The number of jobs I’ve had are equivalent to the ages of most my fellow classmates. Since I’ve experienced such an array of different fields of experience I now know what my passion is. I will not graduate with a degree that eventually becomes useless to me. Too often young adults are forced into college. Between being on their parents’ dime and coerced attendance, some of those students may not possess the motivation to succeed.
I have other degrees. I’ve been a nurse for nearly ten years. When I decided to become a nurse, I chose a profession that I knew I could make a living at, as jobs are abundant and the need for nurses grows every year. It does not necessarily mean that’s what I have always wanted to be my entire life.
Although I feel incredibly accomplished as each semester ends and I’m nearer to my life’s dream, there are many responsibilities that coexist with my dedication to completing my education.
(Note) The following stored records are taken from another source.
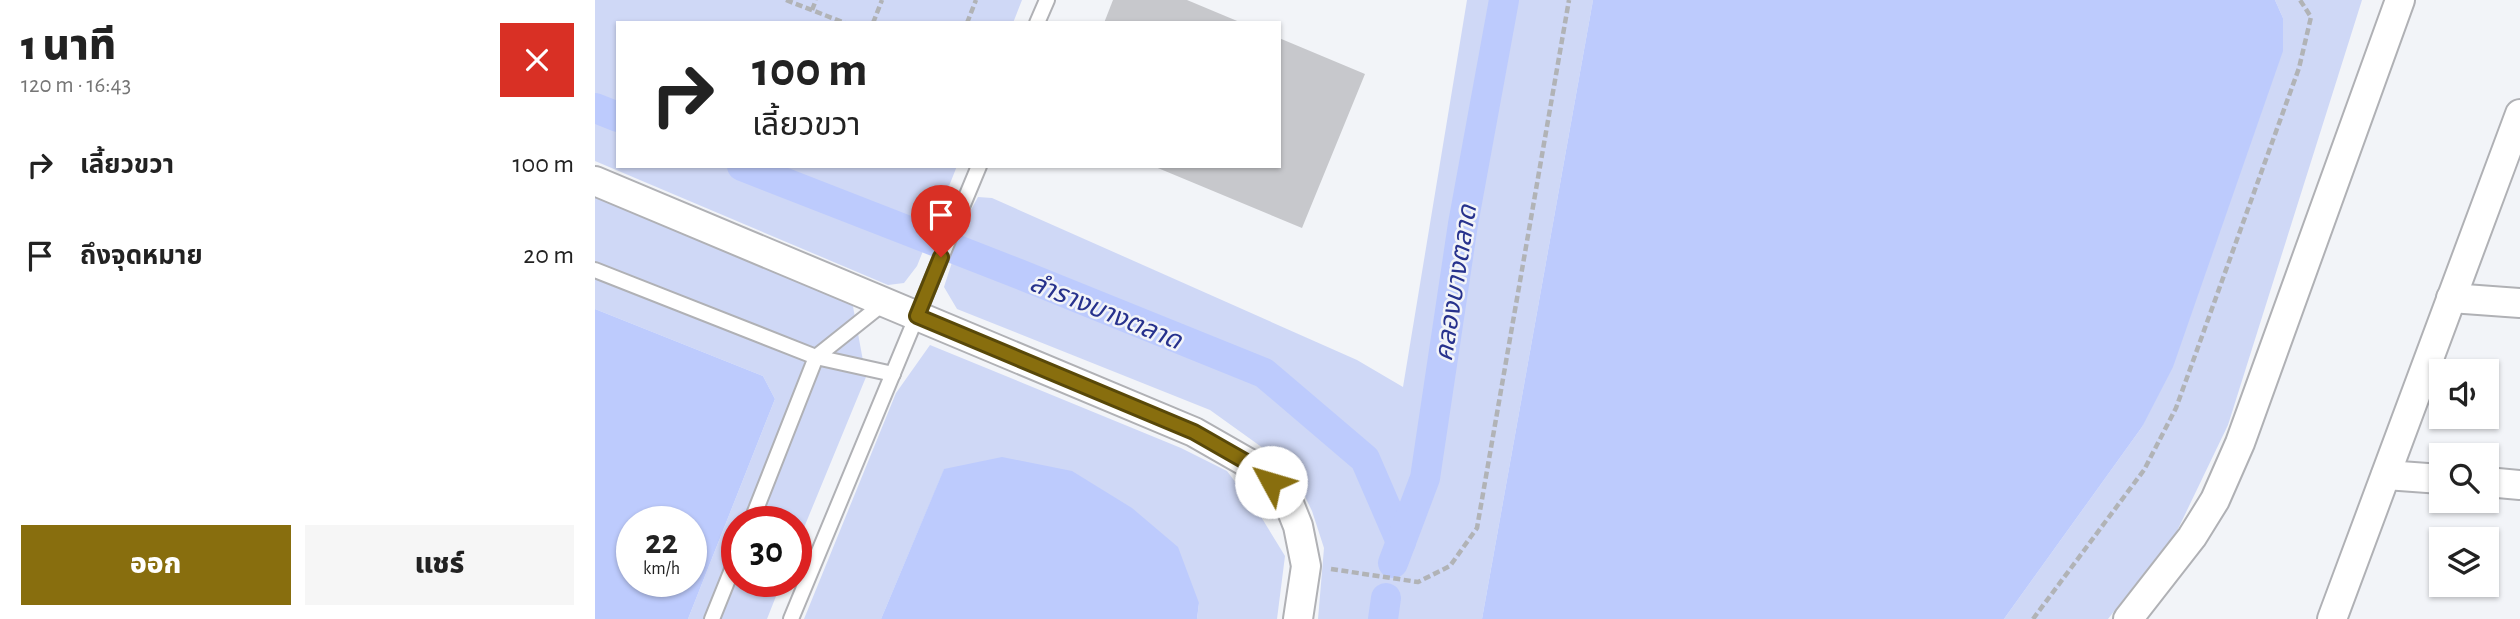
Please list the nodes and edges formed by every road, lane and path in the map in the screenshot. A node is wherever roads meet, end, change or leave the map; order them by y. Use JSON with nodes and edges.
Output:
{"nodes":[{"id":1,"x":786,"y":0,"type":"edge"},
{"id":2,"x":816,"y":0,"type":"edge"},
{"id":3,"x":882,"y":0,"type":"edge"},
{"id":4,"x":976,"y":0,"type":"edge"},
{"id":5,"x":1047,"y":0,"type":"edge"},
{"id":6,"x":1569,"y":0,"type":"edge"},
{"id":7,"x":2300,"y":0,"type":"edge"},
{"id":8,"x":2400,"y":0,"type":"edge"},
{"id":9,"x":812,"y":10,"type":"junction"},
{"id":10,"x":840,"y":21,"type":"edge"},
{"id":11,"x":874,"y":21,"type":"edge"},
{"id":12,"x":968,"y":21,"type":"edge"},
{"id":13,"x":1038,"y":21,"type":"edge"},
{"id":14,"x":2519,"y":121,"type":"edge"},
{"id":15,"x":978,"y":168,"type":"edge"},
{"id":16,"x":595,"y":181,"type":"edge"},
{"id":17,"x":595,"y":270,"type":"edge"},
{"id":18,"x":2451,"y":298,"type":"junction"},
{"id":19,"x":885,"y":302,"type":"junction"},
{"id":20,"x":2520,"y":303,"type":"edge"},
{"id":21,"x":917,"y":316,"type":"junction"},
{"id":22,"x":816,"y":357,"type":"junction"},
{"id":23,"x":893,"y":374,"type":"junction"},
{"id":24,"x":2386,"y":475,"type":"junction"},
{"id":25,"x":2429,"y":478,"type":"edge"},
{"id":26,"x":2499,"y":483,"type":"edge"},
{"id":27,"x":2520,"y":485,"type":"edge"},
{"id":28,"x":757,"y":506,"type":"edge"},
{"id":29,"x":1306,"y":566,"type":"junction"},
{"id":30,"x":721,"y":597,"type":"edge"},
{"id":31,"x":712,"y":619,"type":"edge"},
{"id":32,"x":791,"y":619,"type":"edge"},
{"id":33,"x":1298,"y":619,"type":"edge"},
{"id":34,"x":2033,"y":619,"type":"edge"},
{"id":35,"x":2129,"y":619,"type":"edge"},
{"id":36,"x":2332,"y":619,"type":"edge"}],
"edges":[{"from":1,"to":9,"type":"path"},
{"from":2,"to":9,"type":"path"},
{"from":3,"to":11,"type":"path"},
{"from":4,"to":12,"type":"path"},
{"from":5,"to":13,"type":"lane"},
{"from":6,"to":29,"type":"path"},
{"from":7,"to":34,"type":"path"},
{"from":8,"to":35,"type":"street"},
{"from":9,"to":10,"type":"path"},
{"from":14,"to":18,"type":"street"},
{"from":15,"to":21,"type":"lane"},
{"from":16,"to":19,"type":"street"},
{"from":17,"to":22,"type":"lane"},
{"from":18,"to":20,"type":"street"},
{"from":18,"to":24,"type":"street"},
{"from":19,"to":21,"type":"street"},
{"from":19,"to":22,"type":"lane"},
{"from":21,"to":23,"type":"lane"},
{"from":21,"to":29,"type":"street"},
{"from":22,"to":23,"type":"lane"},
{"from":22,"to":28,"type":"lane"},
{"from":23,"to":32,"type":"lane"},
{"from":24,"to":25,"type":"street"},
{"from":24,"to":36,"type":"street"},
{"from":26,"to":27,"type":"street"},
{"from":29,"to":33,"type":"street"},
{"from":30,"to":31,"type":"lane"}]}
I can’t exactly live on campus – I don’t believe my husband and children would be comfortable with me cohabitating in a dorm.
Being a non-traditional student is like being in the service – I do more before 8 a.m. than most traditional students do in their entire day. An average day begins and ends around 5:30 a.m.. It is an endless cycle of hoping I’ve completed the necessary assignments in time. Every morning includes a meltdown from either me or a child who refuses to get out of bed. It seems the faster I try to move, the longer it takes me to get out the door.
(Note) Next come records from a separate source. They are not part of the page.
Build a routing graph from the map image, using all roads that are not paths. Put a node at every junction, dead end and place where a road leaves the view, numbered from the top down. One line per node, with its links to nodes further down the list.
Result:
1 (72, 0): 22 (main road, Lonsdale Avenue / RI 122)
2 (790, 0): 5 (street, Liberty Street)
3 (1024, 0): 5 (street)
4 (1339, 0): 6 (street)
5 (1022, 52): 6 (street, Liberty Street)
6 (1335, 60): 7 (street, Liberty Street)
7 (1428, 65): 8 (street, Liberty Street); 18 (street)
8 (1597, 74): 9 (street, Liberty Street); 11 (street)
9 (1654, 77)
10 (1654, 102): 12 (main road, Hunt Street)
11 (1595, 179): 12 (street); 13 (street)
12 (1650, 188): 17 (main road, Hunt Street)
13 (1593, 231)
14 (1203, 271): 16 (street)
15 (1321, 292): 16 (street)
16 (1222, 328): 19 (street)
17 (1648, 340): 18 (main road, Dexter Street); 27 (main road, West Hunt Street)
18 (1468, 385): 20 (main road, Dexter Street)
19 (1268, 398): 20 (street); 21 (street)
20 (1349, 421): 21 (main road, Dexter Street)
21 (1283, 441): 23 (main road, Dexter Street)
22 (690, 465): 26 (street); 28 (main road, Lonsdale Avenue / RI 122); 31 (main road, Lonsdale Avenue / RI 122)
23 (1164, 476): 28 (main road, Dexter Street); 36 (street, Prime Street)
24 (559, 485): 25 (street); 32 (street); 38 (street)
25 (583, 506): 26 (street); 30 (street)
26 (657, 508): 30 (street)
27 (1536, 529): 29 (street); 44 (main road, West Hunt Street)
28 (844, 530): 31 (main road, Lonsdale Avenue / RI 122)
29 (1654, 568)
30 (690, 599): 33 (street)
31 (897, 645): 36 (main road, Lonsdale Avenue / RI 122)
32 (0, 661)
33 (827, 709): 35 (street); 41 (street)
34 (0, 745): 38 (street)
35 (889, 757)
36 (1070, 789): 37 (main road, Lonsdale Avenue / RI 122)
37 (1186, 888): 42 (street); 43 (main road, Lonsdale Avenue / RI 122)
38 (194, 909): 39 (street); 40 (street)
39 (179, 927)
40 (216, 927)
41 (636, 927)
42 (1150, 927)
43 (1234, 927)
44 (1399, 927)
After classes, I begin a perilous race home, trying to keep my anxiety low-key while shopping, making dinner and tucking kids in bed. I should feel relief that I have two older children who have graduated from high school. We face the epidemic issue that they lack that whole “adulting” ability, so I remain the caretaker of two “adult” boys as well. More meltdowns and screaming ensues because one of seven animals defecated on the floor, tore up the garbage or somebody invaded someone else’s privacy. When sweet peace fills the house, I sit down and begin a long night of homework again.
I am not complaining. So far my experience has been great, and no one has made fun of my gray hair yet. To you young’uns, or millennials – when you see an older student, don’t be afraid to engage in conversation. It is quite possible they have incredible stories to tell. After all, we did live through the ‘80s. I promise you we knew how to have a lot of fun back in the day when MTV was nothing but music videos.
To my fellow non-traditionals, I’m proud of you. I know how much courage it took to get here. We’re at the prime of our lives, and even though our responsibilities are multiplied by ten, we are proof that it is never too late to really begin our lives. Don’t let this experience overwhelm you because there are many of us fighting the same issues in the classroom next to you.
I have plenty of knowledge from the years I’ve lived. It is to my advantage that I know how the world works. My only complaints are that I’ve never been asked to sit with other students at lunch and I’m still open for invitations for this weekend’s most awesome party.